Problem requirements> Search the material below for the word "Represa" and copy every line in which it occurs.

[[ Material for the task open ]]

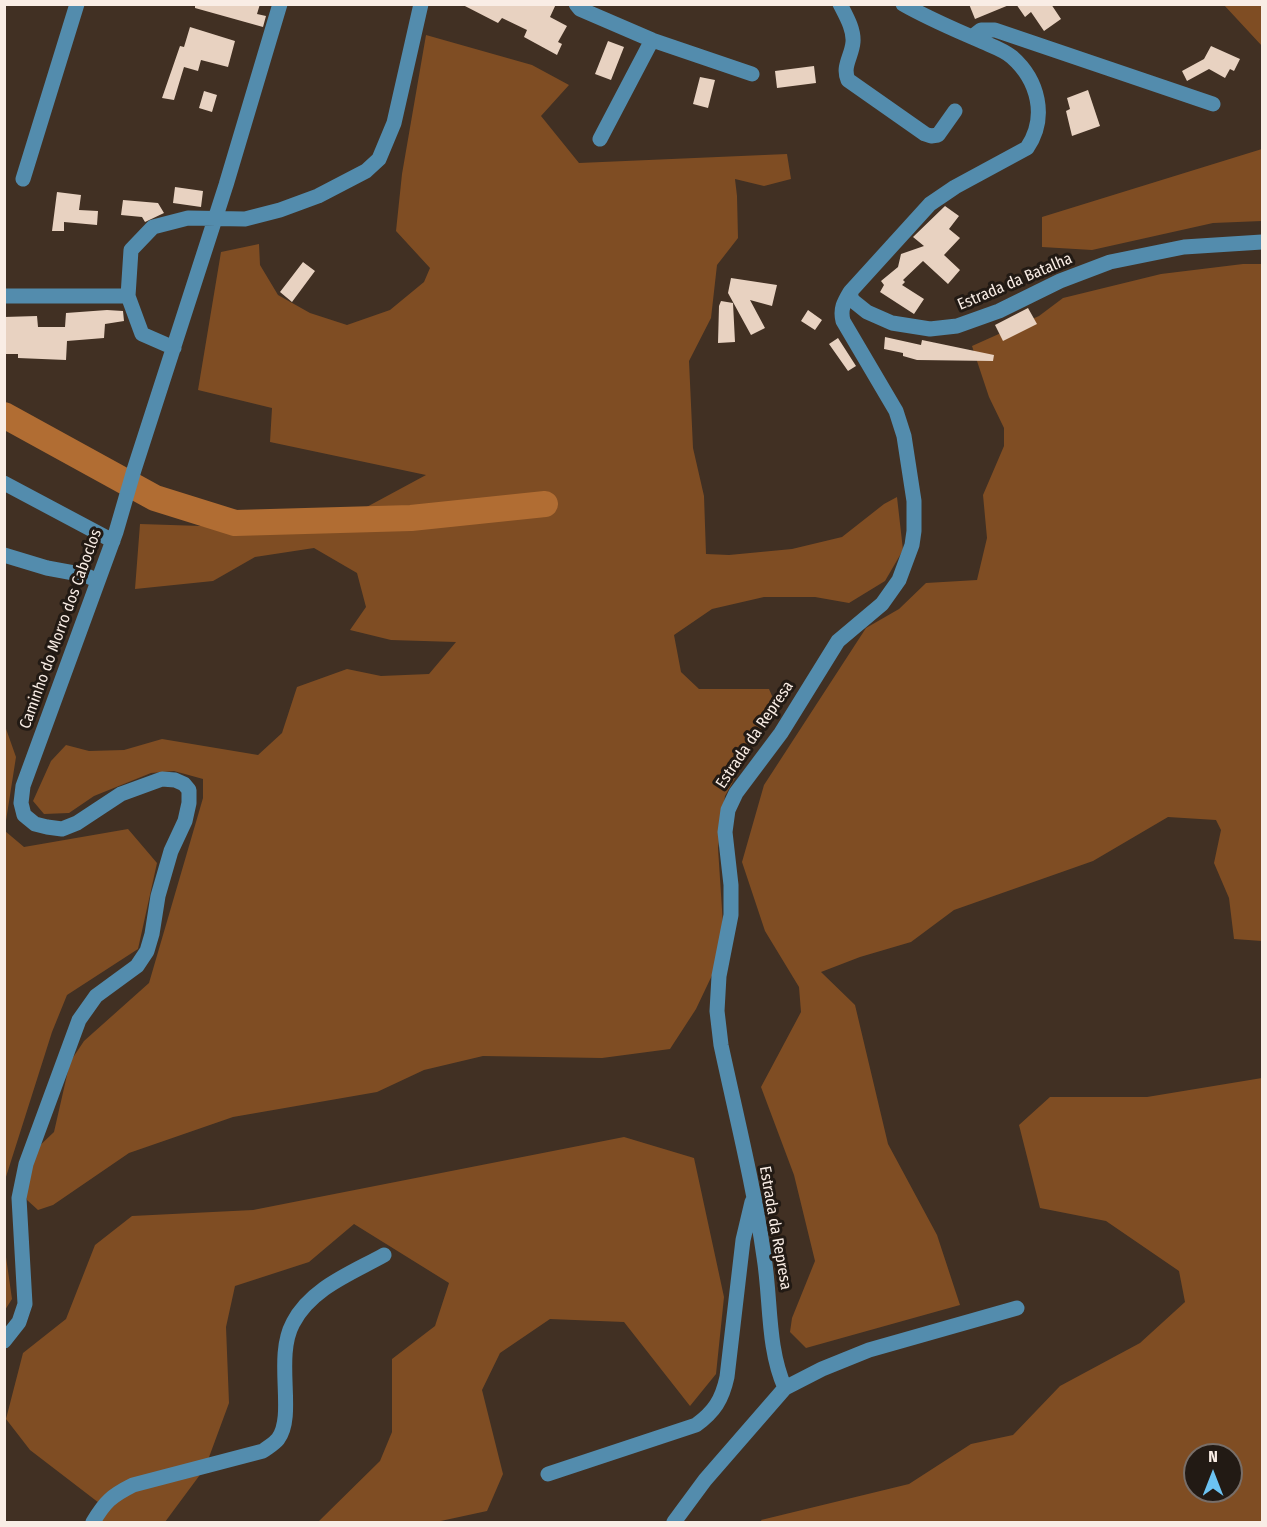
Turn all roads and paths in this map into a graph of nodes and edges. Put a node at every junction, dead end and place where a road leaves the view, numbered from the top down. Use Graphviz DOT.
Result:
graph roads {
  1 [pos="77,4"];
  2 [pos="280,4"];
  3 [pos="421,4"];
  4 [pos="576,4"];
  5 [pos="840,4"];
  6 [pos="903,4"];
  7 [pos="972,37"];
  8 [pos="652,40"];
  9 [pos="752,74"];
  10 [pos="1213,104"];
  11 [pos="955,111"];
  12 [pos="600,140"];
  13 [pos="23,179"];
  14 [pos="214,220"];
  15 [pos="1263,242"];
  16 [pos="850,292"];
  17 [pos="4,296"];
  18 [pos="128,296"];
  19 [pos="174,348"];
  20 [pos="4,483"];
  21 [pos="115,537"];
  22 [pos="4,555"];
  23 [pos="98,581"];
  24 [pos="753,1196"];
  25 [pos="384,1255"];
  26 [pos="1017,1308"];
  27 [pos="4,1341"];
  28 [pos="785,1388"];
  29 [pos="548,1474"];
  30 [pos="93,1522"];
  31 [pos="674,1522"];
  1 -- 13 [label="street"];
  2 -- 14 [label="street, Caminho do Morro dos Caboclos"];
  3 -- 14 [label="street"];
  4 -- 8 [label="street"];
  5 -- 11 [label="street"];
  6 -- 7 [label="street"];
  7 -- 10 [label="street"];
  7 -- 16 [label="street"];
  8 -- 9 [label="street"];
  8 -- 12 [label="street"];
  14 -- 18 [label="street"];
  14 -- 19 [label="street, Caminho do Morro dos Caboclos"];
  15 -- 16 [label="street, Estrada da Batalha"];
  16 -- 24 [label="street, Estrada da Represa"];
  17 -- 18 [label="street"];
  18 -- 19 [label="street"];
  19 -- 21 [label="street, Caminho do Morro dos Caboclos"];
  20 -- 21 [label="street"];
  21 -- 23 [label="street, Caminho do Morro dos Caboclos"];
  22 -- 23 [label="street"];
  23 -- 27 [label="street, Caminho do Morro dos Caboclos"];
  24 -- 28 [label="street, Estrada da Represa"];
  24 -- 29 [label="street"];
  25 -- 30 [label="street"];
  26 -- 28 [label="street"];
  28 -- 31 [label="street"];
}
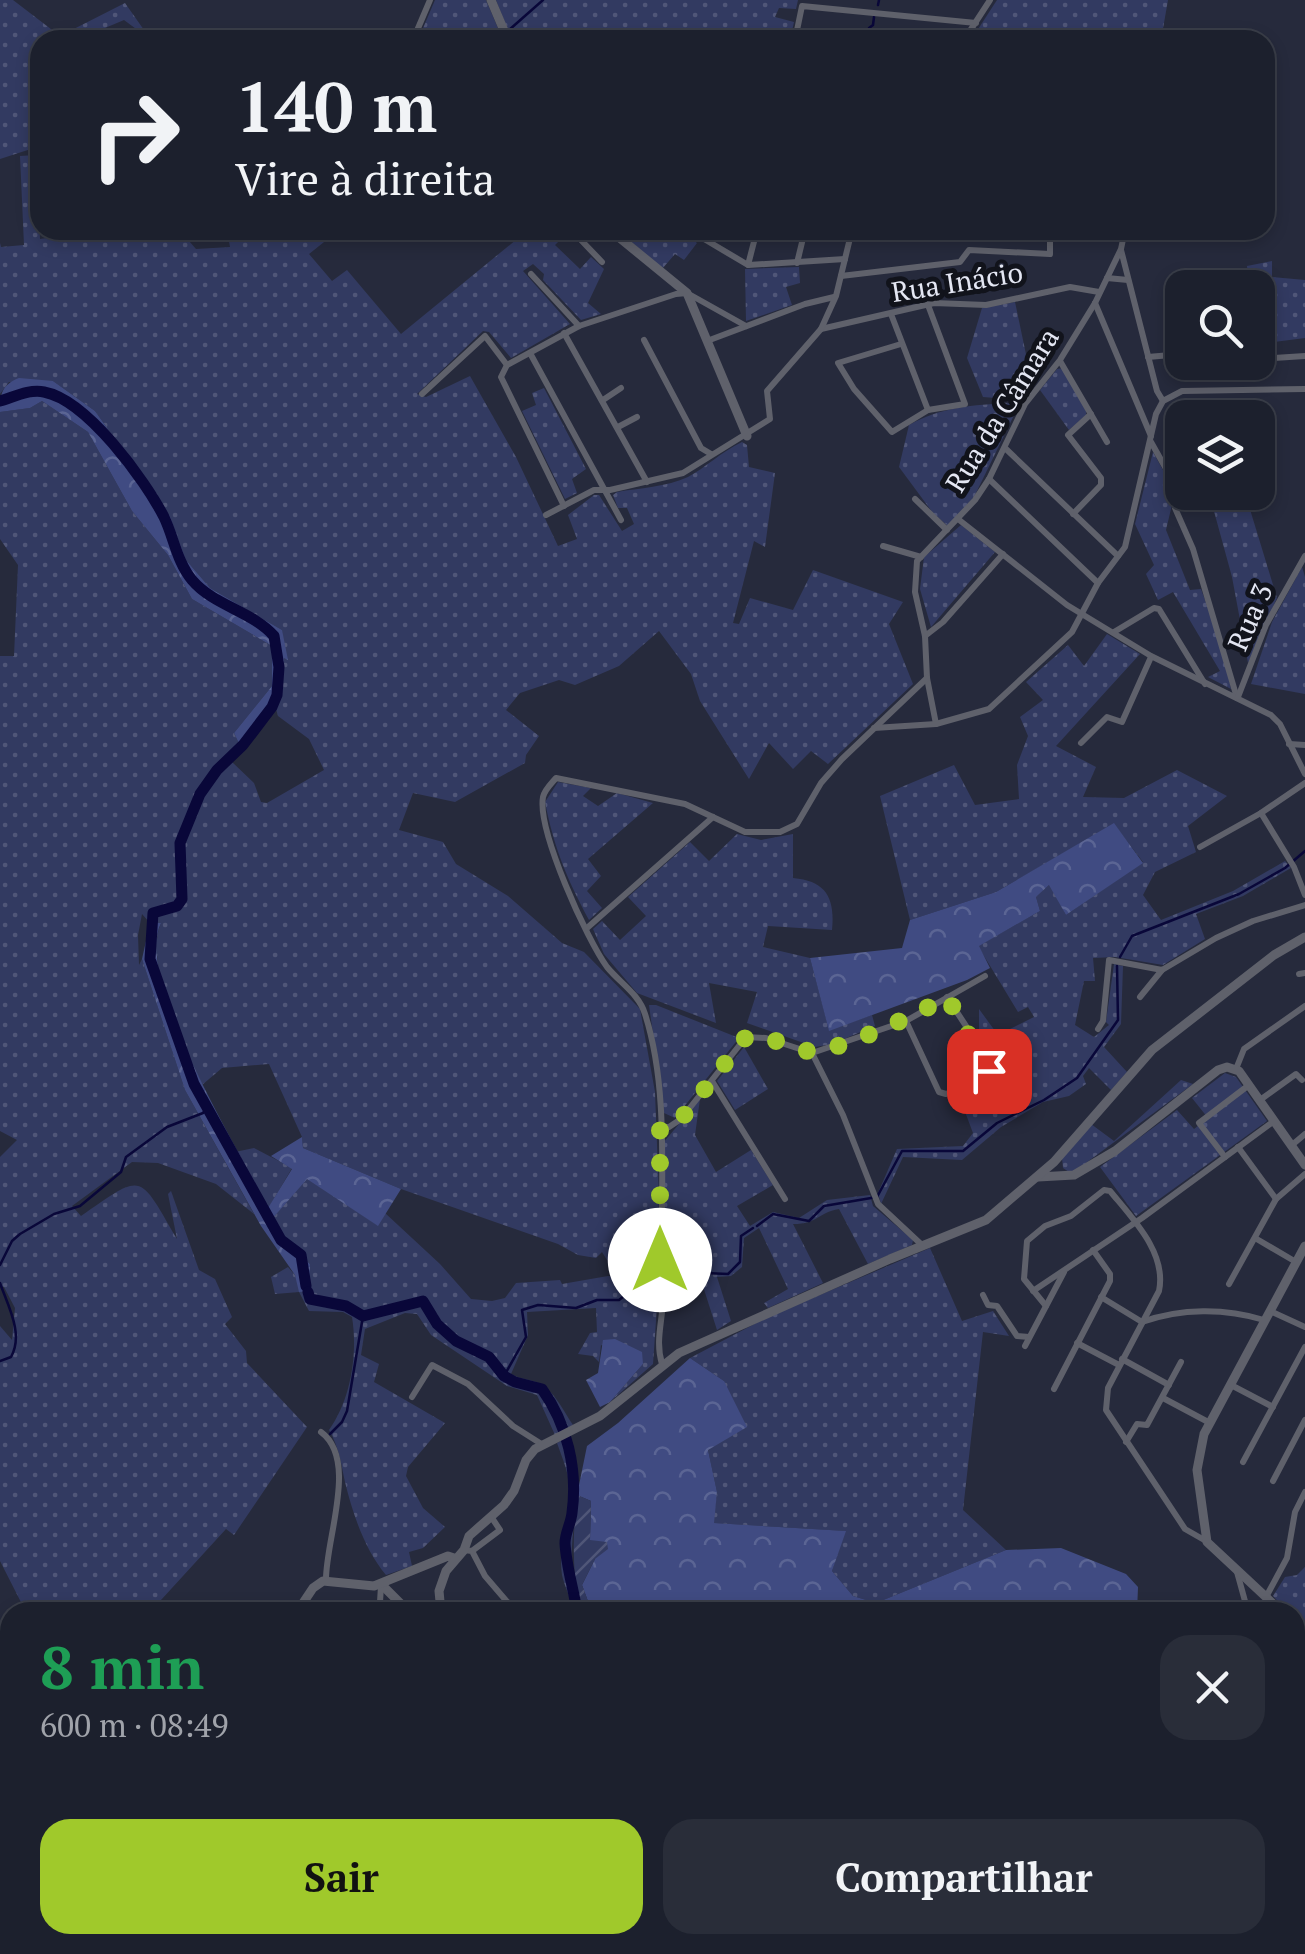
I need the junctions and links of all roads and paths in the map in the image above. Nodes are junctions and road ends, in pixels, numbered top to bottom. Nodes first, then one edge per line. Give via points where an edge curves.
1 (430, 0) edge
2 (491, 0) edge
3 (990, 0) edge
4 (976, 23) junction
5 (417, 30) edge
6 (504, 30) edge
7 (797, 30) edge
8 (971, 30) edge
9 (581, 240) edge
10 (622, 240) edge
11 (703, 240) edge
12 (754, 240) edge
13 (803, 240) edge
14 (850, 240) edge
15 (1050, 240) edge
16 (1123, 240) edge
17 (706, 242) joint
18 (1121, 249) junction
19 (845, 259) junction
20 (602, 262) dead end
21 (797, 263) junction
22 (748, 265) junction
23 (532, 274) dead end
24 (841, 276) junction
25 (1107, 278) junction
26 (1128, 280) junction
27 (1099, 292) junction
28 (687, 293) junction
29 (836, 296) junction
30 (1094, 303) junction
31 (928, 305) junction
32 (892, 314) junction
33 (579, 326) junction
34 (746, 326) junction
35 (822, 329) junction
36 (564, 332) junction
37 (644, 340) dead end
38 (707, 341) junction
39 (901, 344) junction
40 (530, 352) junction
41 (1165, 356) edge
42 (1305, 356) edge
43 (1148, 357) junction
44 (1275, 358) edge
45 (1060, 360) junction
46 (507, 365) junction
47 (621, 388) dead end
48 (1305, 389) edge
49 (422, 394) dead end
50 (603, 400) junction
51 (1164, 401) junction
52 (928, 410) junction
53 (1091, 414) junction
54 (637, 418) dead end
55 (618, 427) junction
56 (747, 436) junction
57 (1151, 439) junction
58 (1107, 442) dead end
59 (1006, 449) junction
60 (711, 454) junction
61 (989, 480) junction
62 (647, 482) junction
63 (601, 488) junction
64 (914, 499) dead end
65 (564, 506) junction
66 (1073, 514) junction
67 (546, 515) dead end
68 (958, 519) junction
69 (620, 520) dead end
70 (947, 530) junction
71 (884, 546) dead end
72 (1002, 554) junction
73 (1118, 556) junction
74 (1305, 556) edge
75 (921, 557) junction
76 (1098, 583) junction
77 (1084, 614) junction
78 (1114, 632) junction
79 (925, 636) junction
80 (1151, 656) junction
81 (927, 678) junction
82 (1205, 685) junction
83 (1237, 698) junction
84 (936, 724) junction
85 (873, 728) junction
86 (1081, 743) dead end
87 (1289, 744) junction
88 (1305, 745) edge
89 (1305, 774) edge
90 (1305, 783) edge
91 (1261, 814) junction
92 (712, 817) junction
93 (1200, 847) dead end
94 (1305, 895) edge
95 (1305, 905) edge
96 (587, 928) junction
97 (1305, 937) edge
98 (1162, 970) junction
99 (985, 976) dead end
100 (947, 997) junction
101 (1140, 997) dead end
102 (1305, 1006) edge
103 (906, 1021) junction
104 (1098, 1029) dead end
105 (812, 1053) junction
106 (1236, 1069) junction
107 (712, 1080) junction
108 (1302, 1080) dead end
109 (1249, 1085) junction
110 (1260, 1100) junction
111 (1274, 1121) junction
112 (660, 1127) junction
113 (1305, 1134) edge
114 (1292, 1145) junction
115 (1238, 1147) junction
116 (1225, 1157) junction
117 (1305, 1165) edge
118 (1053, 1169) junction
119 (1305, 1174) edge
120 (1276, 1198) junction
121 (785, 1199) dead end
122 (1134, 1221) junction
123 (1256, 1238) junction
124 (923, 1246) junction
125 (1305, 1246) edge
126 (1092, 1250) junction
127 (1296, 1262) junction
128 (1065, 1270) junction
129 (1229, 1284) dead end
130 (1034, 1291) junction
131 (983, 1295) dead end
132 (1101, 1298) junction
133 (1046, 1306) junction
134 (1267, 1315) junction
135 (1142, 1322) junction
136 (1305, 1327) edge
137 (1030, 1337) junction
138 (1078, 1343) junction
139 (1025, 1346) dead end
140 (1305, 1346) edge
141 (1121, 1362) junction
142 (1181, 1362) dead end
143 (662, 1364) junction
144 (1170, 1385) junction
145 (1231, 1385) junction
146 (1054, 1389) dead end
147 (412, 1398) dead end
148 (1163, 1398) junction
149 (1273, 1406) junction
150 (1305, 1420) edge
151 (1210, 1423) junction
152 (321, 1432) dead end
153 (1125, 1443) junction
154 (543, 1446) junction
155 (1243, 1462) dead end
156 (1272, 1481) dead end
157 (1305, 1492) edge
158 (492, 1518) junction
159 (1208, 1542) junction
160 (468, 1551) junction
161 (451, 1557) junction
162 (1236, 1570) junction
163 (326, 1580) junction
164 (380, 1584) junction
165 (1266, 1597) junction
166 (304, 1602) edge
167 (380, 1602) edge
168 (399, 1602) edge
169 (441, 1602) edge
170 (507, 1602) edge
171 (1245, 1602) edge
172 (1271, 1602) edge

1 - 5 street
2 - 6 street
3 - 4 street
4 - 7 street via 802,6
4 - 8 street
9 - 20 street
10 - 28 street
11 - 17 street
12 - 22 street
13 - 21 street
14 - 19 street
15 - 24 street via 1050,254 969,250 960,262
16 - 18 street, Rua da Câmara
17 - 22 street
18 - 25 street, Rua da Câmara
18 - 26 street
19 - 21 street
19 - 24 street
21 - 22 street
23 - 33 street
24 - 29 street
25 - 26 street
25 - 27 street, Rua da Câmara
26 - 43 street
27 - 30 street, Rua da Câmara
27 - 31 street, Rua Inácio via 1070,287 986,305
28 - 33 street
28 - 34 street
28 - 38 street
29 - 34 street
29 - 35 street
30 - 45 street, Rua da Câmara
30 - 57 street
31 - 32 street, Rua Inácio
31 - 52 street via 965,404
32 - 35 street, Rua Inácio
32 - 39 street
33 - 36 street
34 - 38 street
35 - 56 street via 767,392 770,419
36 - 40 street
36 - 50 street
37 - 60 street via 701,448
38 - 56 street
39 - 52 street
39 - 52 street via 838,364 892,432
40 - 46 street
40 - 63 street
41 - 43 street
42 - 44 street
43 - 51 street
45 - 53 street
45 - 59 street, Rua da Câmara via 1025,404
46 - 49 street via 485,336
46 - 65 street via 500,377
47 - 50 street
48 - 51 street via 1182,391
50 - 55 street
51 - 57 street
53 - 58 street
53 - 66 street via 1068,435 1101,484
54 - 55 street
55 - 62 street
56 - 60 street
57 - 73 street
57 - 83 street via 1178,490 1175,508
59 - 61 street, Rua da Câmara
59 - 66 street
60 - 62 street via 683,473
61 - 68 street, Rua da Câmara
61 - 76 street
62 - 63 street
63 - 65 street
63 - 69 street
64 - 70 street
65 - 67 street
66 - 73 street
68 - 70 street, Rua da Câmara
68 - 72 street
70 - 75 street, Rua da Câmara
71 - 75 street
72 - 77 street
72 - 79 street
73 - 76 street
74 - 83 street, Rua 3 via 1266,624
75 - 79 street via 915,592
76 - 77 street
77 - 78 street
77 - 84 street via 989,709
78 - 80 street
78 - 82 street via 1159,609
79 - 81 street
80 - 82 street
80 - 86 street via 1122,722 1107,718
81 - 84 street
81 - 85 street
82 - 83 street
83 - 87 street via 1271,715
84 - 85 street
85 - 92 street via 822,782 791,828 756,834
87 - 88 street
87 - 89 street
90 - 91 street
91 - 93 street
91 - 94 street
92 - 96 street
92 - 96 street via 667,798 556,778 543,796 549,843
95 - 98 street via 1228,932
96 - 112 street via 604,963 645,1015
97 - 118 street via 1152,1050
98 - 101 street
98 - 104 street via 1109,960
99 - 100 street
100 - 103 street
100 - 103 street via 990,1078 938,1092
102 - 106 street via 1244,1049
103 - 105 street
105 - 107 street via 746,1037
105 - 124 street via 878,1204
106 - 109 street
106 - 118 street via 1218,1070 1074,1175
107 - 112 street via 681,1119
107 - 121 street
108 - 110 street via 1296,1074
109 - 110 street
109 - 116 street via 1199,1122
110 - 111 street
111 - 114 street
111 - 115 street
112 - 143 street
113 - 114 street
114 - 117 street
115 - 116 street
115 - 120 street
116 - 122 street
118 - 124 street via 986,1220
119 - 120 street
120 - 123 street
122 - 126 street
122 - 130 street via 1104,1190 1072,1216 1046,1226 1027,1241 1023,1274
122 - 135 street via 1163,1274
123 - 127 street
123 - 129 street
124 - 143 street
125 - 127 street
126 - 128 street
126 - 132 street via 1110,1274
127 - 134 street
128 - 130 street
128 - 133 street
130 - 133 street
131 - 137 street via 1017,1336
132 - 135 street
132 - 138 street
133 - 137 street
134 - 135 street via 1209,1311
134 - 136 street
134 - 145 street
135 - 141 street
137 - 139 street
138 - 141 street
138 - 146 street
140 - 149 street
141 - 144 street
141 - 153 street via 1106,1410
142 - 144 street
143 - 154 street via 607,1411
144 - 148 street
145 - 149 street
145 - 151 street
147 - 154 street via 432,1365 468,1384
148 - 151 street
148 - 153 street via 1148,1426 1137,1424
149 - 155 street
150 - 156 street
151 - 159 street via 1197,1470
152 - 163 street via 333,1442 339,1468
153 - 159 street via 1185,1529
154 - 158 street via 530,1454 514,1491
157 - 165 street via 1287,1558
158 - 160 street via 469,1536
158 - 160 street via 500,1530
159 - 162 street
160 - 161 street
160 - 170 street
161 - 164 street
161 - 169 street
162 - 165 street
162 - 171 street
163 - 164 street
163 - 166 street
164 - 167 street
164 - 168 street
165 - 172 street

[[ Material for the task closed ]]

Output of the exercise>
  16 -- 24 [label="street, Estrada da Represa"];
  24 -- 28 [label="street, Estrada da Represa"];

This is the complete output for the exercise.